Immigration is incompatible with the welfare state. It explains why small ethnically homogenous states are redistributive and empires are not. Because people PAY for their social status, their culture, their morals, ethics, manners, habits, narratives, and all other friction-reducing behaviors by acting as if they are making purchases. The more diluted the status, the less it is worth. If you steal the status, then people just stop paying for the state. And THAT IS WHAT IS HAPPENING TODAY.

This is an Austrian analysis of human actions. (Versus some silly Rothbardian ideology, or some simplistic overly reductive positivist explanation) It is also Hayek’s criticism of policy. It is a claim against HUBRIS. In particular, an argument against the hubris of positivism.

We are markedly different from other civilizations due to the secondary effects that were caused by the need of a technically superior but numerically weak fraternity of independently financed warrior-shareholders (Aristocrats), to hold the numerically and economically superior and totalitarian East at bay. This accidental social order led to the technologies of debate, philosophy, science, and the concepts of balance of power, contract, an independent judiciary, natural rights, personal freedom, political freedom, national freedom, and democratic republicanism – without which the western commercial order, and all that has come from it could not have evolved. And (as Hoppe has tried to illustrate) the behavior of monarchs as intertemporal guardians of property rights has been demonstrably superior to that of democratic socialists.

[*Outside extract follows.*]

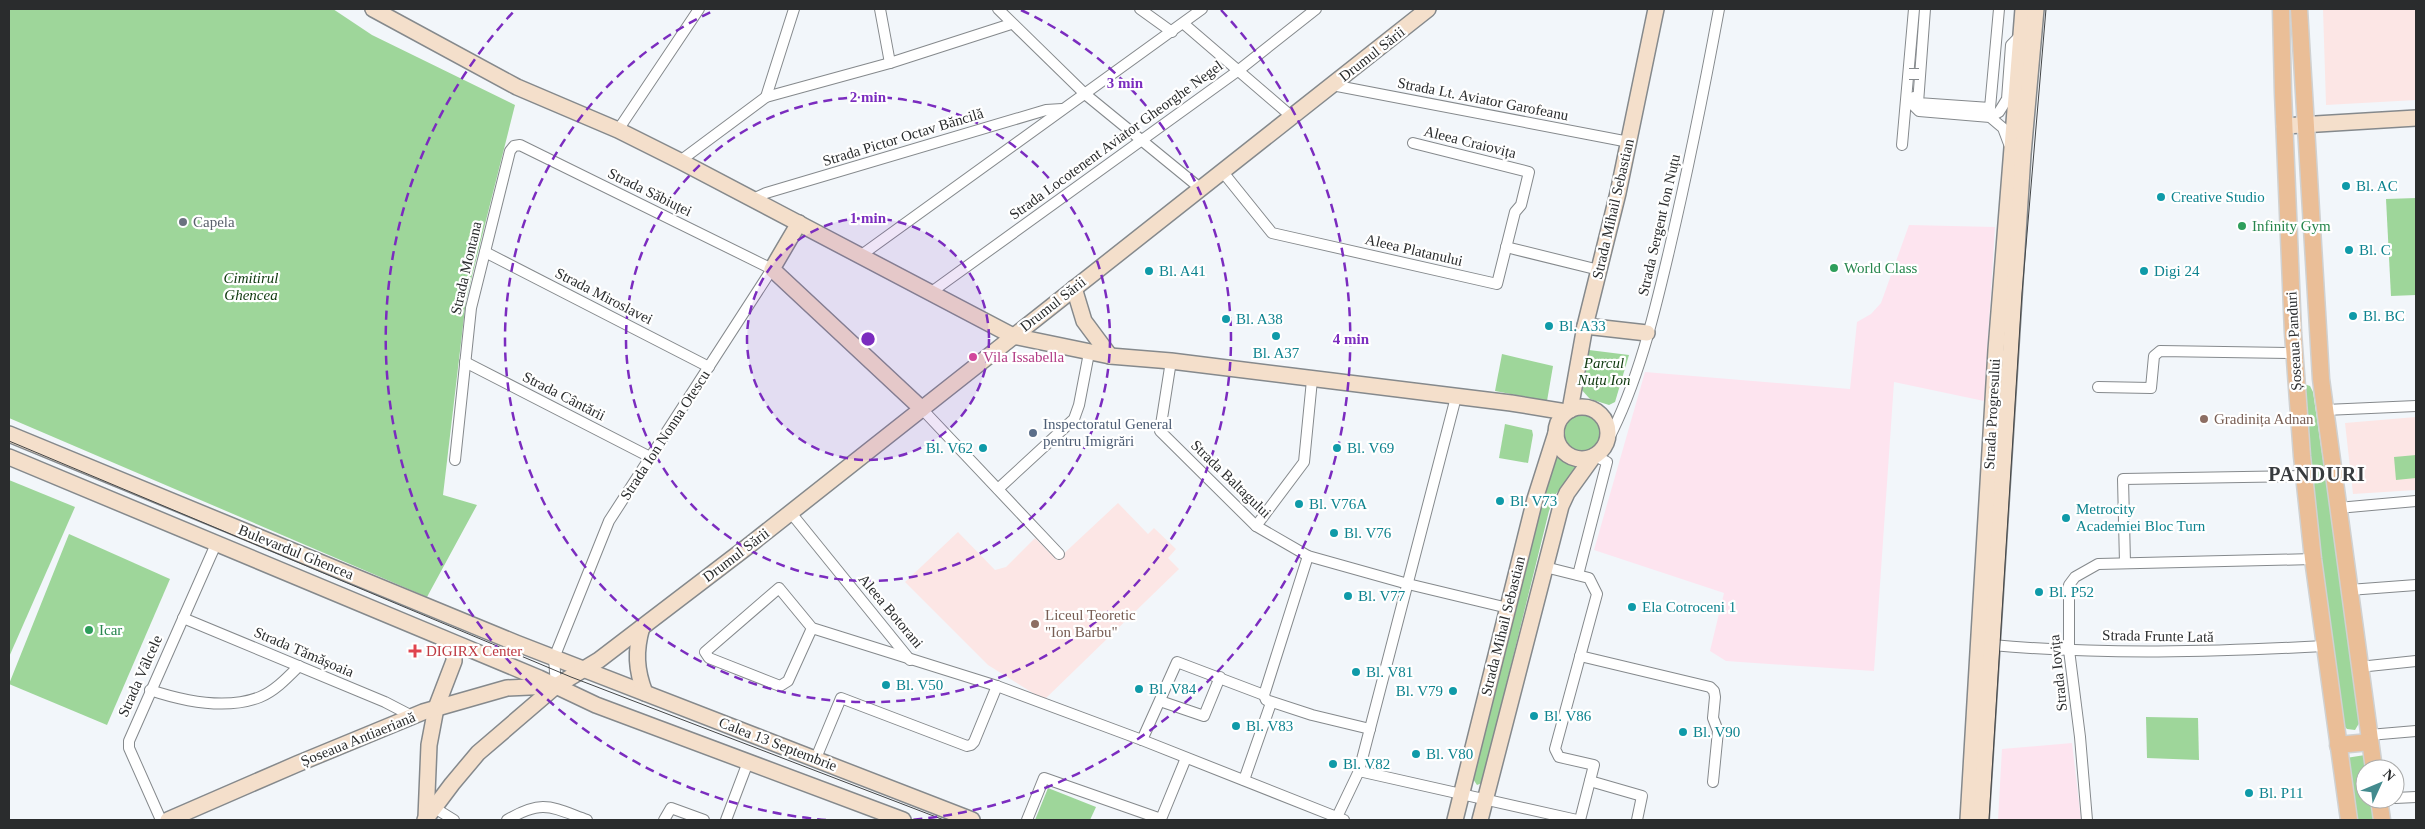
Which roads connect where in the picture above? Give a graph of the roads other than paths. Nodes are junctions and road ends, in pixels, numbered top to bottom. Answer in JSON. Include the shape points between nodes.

If there is a man alive today that is capable of articulating how we can use a positivist technology to maintain the system of calculation and incentives, and the perpetuate the willingness to pay requisite costs in order to maintain the system of property, manners, ethics, and morals, non-corruption, non-privatization, over four generations of time without these conservative traditions, then I would like to meet him. Because despite a lifetime of attempting to find that some solution to this problem I cannot. Hayek failed, as did Mises and Parsons.

Positivism is an insufficient and hubristic technology for a problem we barely comprehend, and the mechanics of which, at least in the aggregate, we are only beginning to discover.

Children shouldn’t play with dangerous things.